It certainly was not the fashionable part of the town, yet sufficiently near to be, as the phrase is, within a stone's throw; it was situated among so many great thoroughfares, that all points seemed accessible from it, and was intersected by those secondrate streets, where, if commodities be not of the very highest quality, they are certainly to be found at the lowest price. These were recommendations to the poor emigrants, who formed, as it were, a little colony, and who, cemented by the bonds of affection or sympathy, seized gratefully those wrecks of happiness which their stormy trials had yet spared to them. So often have we heard them described, that we feel almost as if we had made one at their little re-unions. Among the kind English friends whom the worth, talents, and misfortunes of Madame Dubarre won for her, was Mrs Mowbray, the wife of one of London's 'princely merchants.' Her only daughter, who was rather younger than Victorine, was instructed by Madame Dubarre in French, music, and painting; and at first, from the idea that the companionship of the little French girl, who, of the two, spoke her own language more fluently than English, would be of service to Caroline Mowbray, Victorine was invited to pass a few weeks in Portman Square; and so gentle, so gifted, so loveable was she, that by degrees they could scarcely do without her-it was almost her home. Madame Dubarre felt grateful; for troubles had worn away that false pride which might once have made her shrink from an obligation, conferred even in the most delicate manner, and rather as if a favour were received than granted.

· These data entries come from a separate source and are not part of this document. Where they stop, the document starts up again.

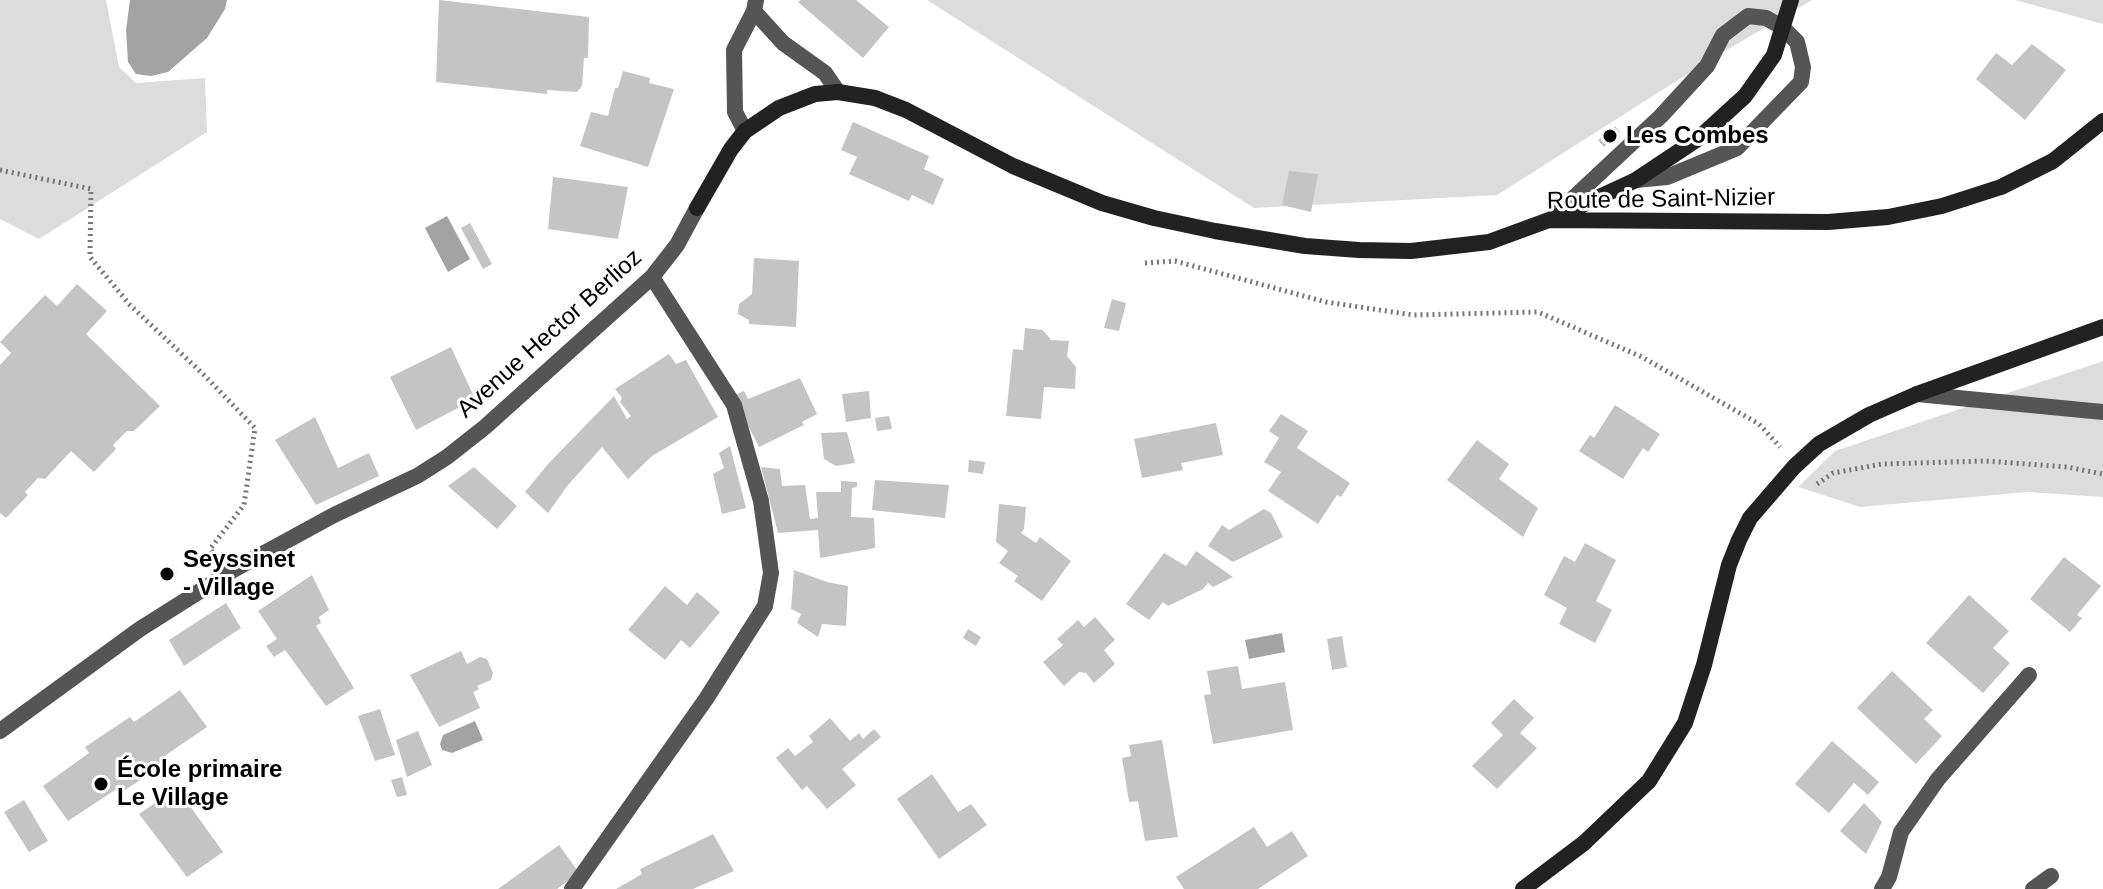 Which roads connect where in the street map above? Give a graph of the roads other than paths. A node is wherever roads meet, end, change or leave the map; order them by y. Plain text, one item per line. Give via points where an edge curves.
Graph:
1 (1791, 0) edge
2 (755, 5) edge
3 (1782, 27) junction
4 (838, 92) junction
5 (2103, 121) edge
6 (745, 131) junction
7 (1636, 180) junction
8 (697, 208) joint
9 (1154, 218) joint
10 (1549, 220) junction
11 (652, 277) junction
12 (2103, 327) edge
13 (1917, 394) junction
14 (2103, 412) edge
15 (2029, 675) dead end
16 (0, 731) edge
17 (2051, 876) dead end
18 (572, 889) edge
19 (1523, 889) edge
20 (1882, 889) edge
21 (2033, 889) edge

1 - 3 main road
2 - 4 street via 783,43 825,73
2 - 6 street via 734,50 735,112
3 - 7 main road via 1774,55 1745,96 1699,138
3 - 7 street via 1797,42 1801,82 1737,148 1667,177
3 - 10 street via 1748,16 1723,35 1707,66 1661,116
4 - 6 main road, Avenue Hector Berlioz via 815,94 779,108
4 - 9 main road, Avenue Hector Berlioz via 906,110 1025,171
5 - 10 main road, Route de Saint-Nizier via 2053,161 2001,187 1888,217 1828,222
6 - 8 main road, Avenue Hector Berlioz
7 - 10 main road
8 - 11 street, Avenue Hector Berlioz
9 - 10 main road, Route de Saint-Nizier via 1305,246 1411,251 1489,242
11 - 16 street, Avenue Hector Berlioz via 447,457 227,574 140,629
11 - 18 street via 734,405 761,501 771,573 765,606
12 - 13 main road
13 - 14 street
13 - 19 main road via 1819,444 1750,518 1723,587 1685,723 1649,781 1584,843
15 - 20 street via 1938,779 1901,832
17 - 21 street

Years rolled on; Victorine received instruction from Caroline's finishing masters, and both were grown lovely girls. Still, Madame Dubarre's visits, under one pretence or another, continued daily, and sometimes Victorine returned almost like a guest for a week or two to her mother's home. How proud the mother was of her child, and how sweet the confidence between them! For so many years they had been all the world to each other, that the awe and reserve which sometimes exists in their relative positions on the younger side, found no place in Victorine's heart; she never dreamt of wilfully concealing a thought or feeling from her mother; and Madame Dubarre, despite all adverse circumstances, preserved that freshness of feeling which remembers the enthusiasm of youth sufficiently to share and understand it, and is the magnet which attracts the young, and by

which they are most surely led. And yet, if each succeeding year had dulled the first keen impression of Madame Dubarre's affliction, if each year had brought her new friends, and rendered her lot more endurable, still, as Victorine approached womanhood, the anxious mother could not but contrast most painfully the lot of her child with those brilliant prospects which, alas! for the fallacy of human thought and expectation, had seemed her birthright.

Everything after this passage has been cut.